Forms of Stuttering | Stuttering

Forms of Stuttering

There are two different forms of stuttering, but they do not necessarily occur separately but can occur together. In Tonic Stuttering, the ends of syllables are stretched. The stutterer gets stuck in the middle of a word (“Bahn-n-nhof”) In Tonic Stuttering, the first letters of the words are repeated. The affected person creates the beginning of a word or a sentence only by repeating the beginning several times (“B-B-B-Bahnhof”)

  • Tonic Stuttering
  • Clonic Stuttering

After stroke

If stuttering occurs as a result of a stroke, although one never stuttered before the attack, scientists assume that this is known as acquired neurogenic stuttering. Stuttering rarely occurs in adulthood and if it does, it is often due to a serious cause, such as brain damage, trauma or the influence of certain drugs (psychotropic drugs). The brain damage caused by the stroke can lead to motor disturbances in speech that cause stuttering, or the destruction of complicated circuits in the nervous system.
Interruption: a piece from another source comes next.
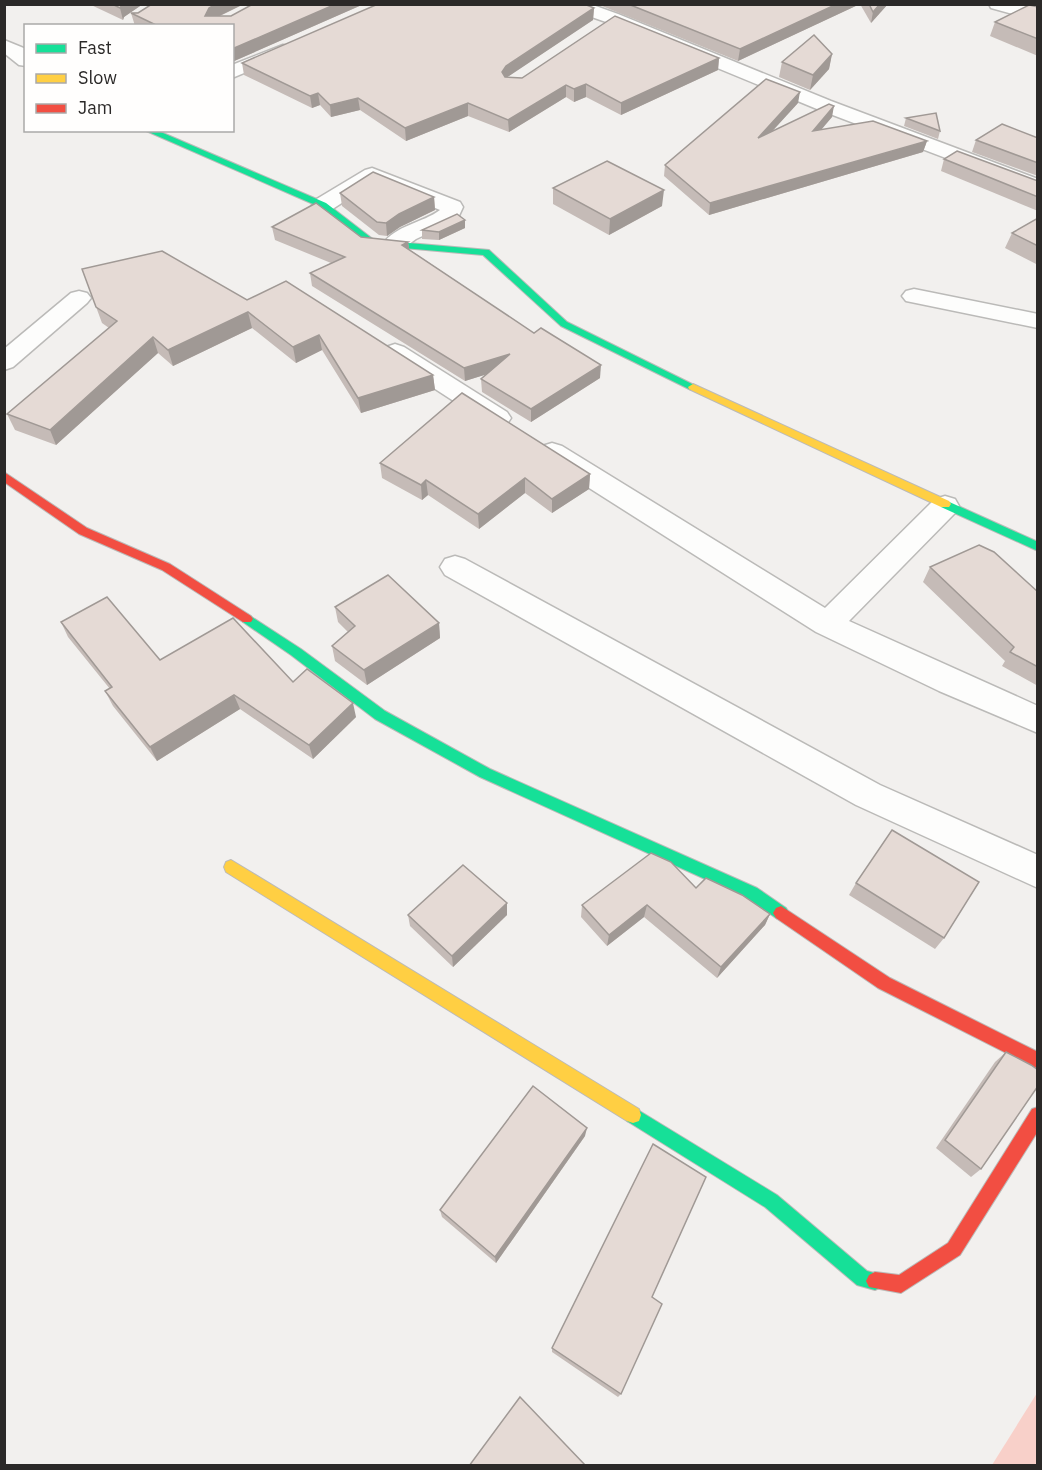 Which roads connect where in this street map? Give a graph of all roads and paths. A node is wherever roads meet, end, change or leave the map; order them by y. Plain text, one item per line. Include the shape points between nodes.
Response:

Accompanying symptoms of stuttering

During stuttering, the affected person is fully aware of his speech inhibition. There is no arbitrary control over the course of speech. This discrepancy creates a feeling of tension and discomfort with the environment.Particularly in stressful situations or in affect (mood), the symptoms of stuttering are much more pronounced and speech inhibition is more pronounced.

Therefore, the body is tense or cramped from the outset when stuttering. This is particularly visible in the mimic muscles. In the middle of a word or at the beginning of a word, the facial muscles can therefore tense up spasmodically. The flow of breath also comes to a standstill and is disturbed by a violent inhalation up to holding the breath while speaking. Tension, cramping, respiratory flow disturbance and speech inhibition can also lead to an emotional reaction in the form of blushing, sweating and shame.

Is stuttering hereditary?

Stuttering often occurs more frequently in families. There is currently no scientific proof that stuttering is directly inherited. It is assumed that a corresponding predisposition for stuttering is passed on within families.
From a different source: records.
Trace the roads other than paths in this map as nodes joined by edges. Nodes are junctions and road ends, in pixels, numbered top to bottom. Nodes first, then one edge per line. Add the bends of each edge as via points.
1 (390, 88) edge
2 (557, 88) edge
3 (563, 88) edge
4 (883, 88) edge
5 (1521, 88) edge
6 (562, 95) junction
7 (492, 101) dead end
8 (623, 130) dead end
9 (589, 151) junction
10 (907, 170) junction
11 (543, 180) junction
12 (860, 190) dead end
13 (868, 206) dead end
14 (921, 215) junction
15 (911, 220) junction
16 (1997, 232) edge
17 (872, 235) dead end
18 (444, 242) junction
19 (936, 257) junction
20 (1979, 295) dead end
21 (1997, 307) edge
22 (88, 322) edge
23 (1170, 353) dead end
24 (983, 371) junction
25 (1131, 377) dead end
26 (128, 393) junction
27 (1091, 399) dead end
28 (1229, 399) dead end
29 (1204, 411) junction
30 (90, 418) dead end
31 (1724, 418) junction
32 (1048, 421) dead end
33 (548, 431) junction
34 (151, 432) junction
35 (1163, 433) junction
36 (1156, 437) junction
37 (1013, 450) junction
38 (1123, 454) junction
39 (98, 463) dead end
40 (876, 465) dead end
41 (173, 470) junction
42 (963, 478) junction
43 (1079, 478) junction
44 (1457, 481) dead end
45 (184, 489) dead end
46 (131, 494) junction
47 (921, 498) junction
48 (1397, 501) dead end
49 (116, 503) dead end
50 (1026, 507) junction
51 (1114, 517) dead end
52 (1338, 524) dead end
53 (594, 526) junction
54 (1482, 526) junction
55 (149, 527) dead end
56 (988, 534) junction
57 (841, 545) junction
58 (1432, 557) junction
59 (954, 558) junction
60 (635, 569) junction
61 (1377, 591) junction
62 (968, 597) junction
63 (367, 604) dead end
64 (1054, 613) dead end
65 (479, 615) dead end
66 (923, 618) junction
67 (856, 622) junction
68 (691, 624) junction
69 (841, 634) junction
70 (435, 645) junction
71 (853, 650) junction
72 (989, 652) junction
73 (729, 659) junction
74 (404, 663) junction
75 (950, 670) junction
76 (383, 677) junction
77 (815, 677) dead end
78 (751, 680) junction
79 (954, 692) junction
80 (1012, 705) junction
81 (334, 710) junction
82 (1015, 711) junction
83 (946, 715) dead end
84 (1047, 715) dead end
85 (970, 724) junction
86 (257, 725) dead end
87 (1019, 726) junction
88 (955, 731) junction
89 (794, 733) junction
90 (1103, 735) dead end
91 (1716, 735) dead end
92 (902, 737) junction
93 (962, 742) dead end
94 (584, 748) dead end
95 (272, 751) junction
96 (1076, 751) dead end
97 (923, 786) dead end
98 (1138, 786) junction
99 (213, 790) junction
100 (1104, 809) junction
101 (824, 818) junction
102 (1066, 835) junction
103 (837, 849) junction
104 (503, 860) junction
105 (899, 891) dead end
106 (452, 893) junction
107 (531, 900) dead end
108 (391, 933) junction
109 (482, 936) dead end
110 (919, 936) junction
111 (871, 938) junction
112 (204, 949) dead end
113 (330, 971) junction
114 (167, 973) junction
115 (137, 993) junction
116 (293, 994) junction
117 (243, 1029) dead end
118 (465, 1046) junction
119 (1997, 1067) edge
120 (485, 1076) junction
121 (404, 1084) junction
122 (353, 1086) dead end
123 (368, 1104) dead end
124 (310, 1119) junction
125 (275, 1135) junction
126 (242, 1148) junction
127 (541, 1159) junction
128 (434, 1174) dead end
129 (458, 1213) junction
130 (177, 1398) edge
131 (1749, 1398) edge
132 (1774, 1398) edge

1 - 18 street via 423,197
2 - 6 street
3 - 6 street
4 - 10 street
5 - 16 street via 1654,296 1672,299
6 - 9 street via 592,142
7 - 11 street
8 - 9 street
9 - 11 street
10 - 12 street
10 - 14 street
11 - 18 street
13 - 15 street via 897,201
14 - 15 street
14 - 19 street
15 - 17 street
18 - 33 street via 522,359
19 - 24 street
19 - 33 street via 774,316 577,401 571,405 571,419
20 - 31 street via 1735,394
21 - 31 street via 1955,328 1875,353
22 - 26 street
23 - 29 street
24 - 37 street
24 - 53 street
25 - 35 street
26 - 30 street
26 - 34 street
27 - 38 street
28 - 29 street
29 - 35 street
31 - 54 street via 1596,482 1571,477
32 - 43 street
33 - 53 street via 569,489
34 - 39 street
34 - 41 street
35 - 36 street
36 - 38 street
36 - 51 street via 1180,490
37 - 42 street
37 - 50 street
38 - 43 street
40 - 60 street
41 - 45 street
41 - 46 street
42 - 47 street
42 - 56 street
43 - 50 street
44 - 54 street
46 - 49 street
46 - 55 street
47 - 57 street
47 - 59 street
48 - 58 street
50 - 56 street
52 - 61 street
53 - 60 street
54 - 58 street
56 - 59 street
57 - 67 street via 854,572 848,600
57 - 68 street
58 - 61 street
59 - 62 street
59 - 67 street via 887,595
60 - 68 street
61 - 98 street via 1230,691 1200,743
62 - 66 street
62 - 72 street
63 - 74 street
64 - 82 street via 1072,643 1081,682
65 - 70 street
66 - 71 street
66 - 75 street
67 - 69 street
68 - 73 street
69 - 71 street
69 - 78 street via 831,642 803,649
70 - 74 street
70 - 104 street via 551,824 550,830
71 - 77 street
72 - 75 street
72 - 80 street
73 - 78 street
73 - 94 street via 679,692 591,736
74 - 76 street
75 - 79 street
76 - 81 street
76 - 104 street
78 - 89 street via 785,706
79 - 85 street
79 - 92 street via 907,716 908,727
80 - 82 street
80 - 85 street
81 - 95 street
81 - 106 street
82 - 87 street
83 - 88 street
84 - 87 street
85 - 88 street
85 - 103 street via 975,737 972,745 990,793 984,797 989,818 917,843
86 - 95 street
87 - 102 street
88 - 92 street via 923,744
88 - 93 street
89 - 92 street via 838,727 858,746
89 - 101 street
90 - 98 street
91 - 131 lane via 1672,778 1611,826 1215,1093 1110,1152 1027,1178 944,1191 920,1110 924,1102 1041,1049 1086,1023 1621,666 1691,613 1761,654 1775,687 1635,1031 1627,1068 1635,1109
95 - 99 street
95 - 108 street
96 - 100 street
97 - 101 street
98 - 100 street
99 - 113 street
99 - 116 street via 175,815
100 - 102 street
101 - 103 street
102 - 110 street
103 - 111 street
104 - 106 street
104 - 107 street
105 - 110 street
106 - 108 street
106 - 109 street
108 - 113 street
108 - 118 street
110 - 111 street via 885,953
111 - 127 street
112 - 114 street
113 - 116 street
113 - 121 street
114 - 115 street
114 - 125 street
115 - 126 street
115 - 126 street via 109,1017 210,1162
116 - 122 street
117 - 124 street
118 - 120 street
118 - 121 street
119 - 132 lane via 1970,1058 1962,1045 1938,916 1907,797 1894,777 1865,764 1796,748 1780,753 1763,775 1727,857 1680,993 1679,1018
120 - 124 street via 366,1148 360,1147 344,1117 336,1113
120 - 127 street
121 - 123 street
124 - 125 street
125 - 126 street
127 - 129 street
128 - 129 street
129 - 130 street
The fact that boys and men stutter significantly more often than girls and women also speaks for this hereditary component. It is assumed that stuttering is based on a multifactorial genesis. This means that if a hereditary predisposition exists and triggers occur, for example a stressful situation, stuttering is encouraged at that time. If this happens more often or if conditions are added that maintain stuttering, the speech disorder becomes entrenched in the affected person.